Stored items
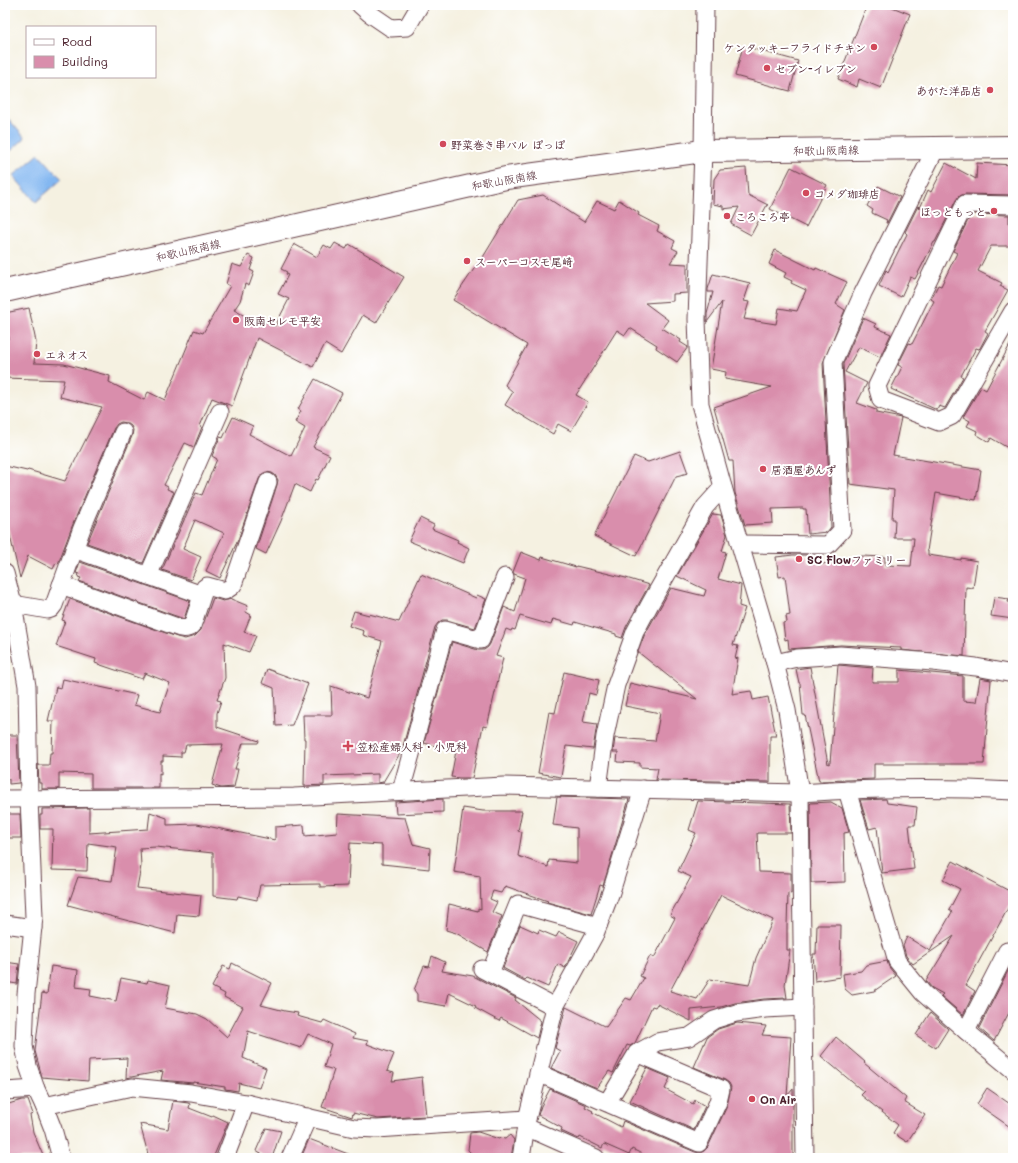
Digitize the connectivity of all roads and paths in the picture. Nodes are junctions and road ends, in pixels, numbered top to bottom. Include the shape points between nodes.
1 (360, 5) edge
2 (420, 5) edge
3 (705, 5) edge
4 (1013, 147) edge
5 (936, 148) junction
6 (703, 151) junction
7 (1013, 205) edge
8 (5, 291) edge
9 (1013, 311) edge
10 (220, 412) dead end
11 (123, 432) dead end
12 (268, 482) dead end
13 (723, 487) junction
14 (741, 544) junction
15 (74, 549) junction
16 (5, 573) edge
17 (148, 576) junction
18 (505, 577) dead end
19 (61, 585) junction
20 (202, 595) junction
21 (13, 604) junction
22 (775, 663) junction
23 (1013, 674) edge
24 (598, 788) junction
25 (643, 789) junction
26 (847, 790) junction
27 (1013, 791) edge
28 (401, 792) junction
29 (800, 793) junction
30 (5, 799) edge
31 (29, 799) junction
32 (5, 924) edge
33 (598, 926) junction
34 (33, 928) junction
35 (1007, 951) dead end
36 (555, 1007) junction
37 (803, 1007) junction
38 (966, 1031) junction
39 (637, 1053) junction
40 (1013, 1070) edge
41 (538, 1073) junction
42 (36, 1089) junction
43 (5, 1091) edge
44 (246, 1103) junction
45 (607, 1103) junction
46 (44, 1106) junction
47 (308, 1117) junction
48 (526, 1123) junction
49 (61, 1158) edge
50 (225, 1158) edge
51 (290, 1158) edge
52 (521, 1158) edge
53 (596, 1158) edge
54 (805, 1158) edge

1 - 2 street via 391,28 407,27
3 - 6 street
4 - 5 main road, 和歌山阪南線
5 - 6 main road, 和歌山阪南線
5 - 14 street via 863,293 833,362 842,530 828,545
6 - 8 main road, 和歌山阪南線 via 506,178
6 - 13 street via 697,319 700,404
7 - 9 street via 965,204 876,386 881,400 939,422 952,416
10 - 17 street
11 - 15 street
12 - 20 street via 233,585 225,591 207,586
13 - 14 street
13 - 24 street via 705,507 635,632 616,685 605,736
14 - 22 street
15 - 17 street
15 - 19 street
16 - 21 street
17 - 20 street
18 - 28 street via 481,640 445,630
19 - 20 street via 185,629 192,626
19 - 21 street via 51,609
21 - 31 street via 27,686
22 - 23 street via 797,658 840,655 933,662
22 - 29 street via 787,710
24 - 25 street
24 - 28 street via 504,786
25 - 29 street
25 - 33 street
26 - 27 street via 955,788
26 - 29 street
26 - 38 street via 897,961 923,993
28 - 31 street via 294,797
29 - 37 street
30 - 31 street
31 - 34 street
32 - 34 street
33 - 36 street
33 - 36 street via 518,904 486,971
34 - 42 street via 24,1046
35 - 38 street
36 - 41 street
37 - 39 street via 736,1013 714,1020 689,1037 657,1042
37 - 54 street
38 - 40 street
39 - 45 street
39 - 45 street via 721,1089 718,1102 699,1143
41 - 45 street
41 - 48 street
42 - 43 street
42 - 46 street
44 - 46 street via 191,1093 132,1087
44 - 47 street
44 - 50 street
46 - 49 street
47 - 48 street via 354,1128 377,1129
47 - 51 street
48 - 52 street
48 - 53 street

Task>
Before copying the data, remove the pictures. Then repeat the rest exactly.

Result of the task>
Digitize the connectivity of all roads and paths in the picture. Nodes are junctions and road ends, in pixels, numbered top to bottom. Include the shape points between nodes.
1 (360, 5) edge
2 (420, 5) edge
3 (705, 5) edge
4 (1013, 147) edge
5 (936, 148) junction
6 (703, 151) junction
7 (1013, 205) edge
8 (5, 291) edge
9 (1013, 311) edge
10 (220, 412) dead end
11 (123, 432) dead end
12 (268, 482) dead end
13 (723, 487) junction
14 (741, 544) junction
15 (74, 549) junction
16 (5, 573) edge
17 (148, 576) junction
18 (505, 577) dead end
19 (61, 585) junction
20 (202, 595) junction
21 (13, 604) junction
22 (775, 663) junction
23 (1013, 674) edge
24 (598, 788) junction
25 (643, 789) junction
26 (847, 790) junction
27 (1013, 791) edge
28 (401, 792) junction
29 (800, 793) junction
30 (5, 799) edge
31 (29, 799) junction
32 (5, 924) edge
33 (598, 926) junction
34 (33, 928) junction
35 (1007, 951) dead end
36 (555, 1007) junction
37 (803, 1007) junction
38 (966, 1031) junction
39 (637, 1053) junction
40 (1013, 1070) edge
41 (538, 1073) junction
42 (36, 1089) junction
43 (5, 1091) edge
44 (246, 1103) junction
45 (607, 1103) junction
46 (44, 1106) junction
47 (308, 1117) junction
48 (526, 1123) junction
49 (61, 1158) edge
50 (225, 1158) edge
51 (290, 1158) edge
52 (521, 1158) edge
53 (596, 1158) edge
54 (805, 1158) edge

1 - 2 street via 391,28 407,27
3 - 6 street
4 - 5 main road, 和歌山阪南線
5 - 6 main road, 和歌山阪南線
5 - 14 street via 863,293 833,362 842,530 828,545
6 - 8 main road, 和歌山阪南線 via 506,178
6 - 13 street via 697,319 700,404
7 - 9 street via 965,204 876,386 881,400 939,422 952,416
10 - 17 street
11 - 15 street
12 - 20 street via 233,585 225,591 207,586
13 - 14 street
13 - 24 street via 705,507 635,632 616,685 605,736
14 - 22 street
15 - 17 street
15 - 19 street
16 - 21 street
17 - 20 street
18 - 28 street via 481,640 445,630
19 - 20 street via 185,629 192,626
19 - 21 street via 51,609
21 - 31 street via 27,686
22 - 23 street via 797,658 840,655 933,662
22 - 29 street via 787,710
24 - 25 street
24 - 28 street via 504,786
25 - 29 street
25 - 33 street
26 - 27 street via 955,788
26 - 29 street
26 - 38 street via 897,961 923,993
28 - 31 street via 294,797
29 - 37 street
30 - 31 street
31 - 34 street
32 - 34 street
33 - 36 street
33 - 36 street via 518,904 486,971
34 - 42 street via 24,1046
35 - 38 street
36 - 41 street
37 - 39 street via 736,1013 714,1020 689,1037 657,1042
37 - 54 street
38 - 40 street
39 - 45 street
39 - 45 street via 721,1089 718,1102 699,1143
41 - 45 street
41 - 48 street
42 - 43 street
42 - 46 street
44 - 46 street via 191,1093 132,1087
44 - 47 street
44 - 50 street
46 - 49 street
47 - 48 street via 354,1128 377,1129
47 - 51 street
48 - 52 street
48 - 53 street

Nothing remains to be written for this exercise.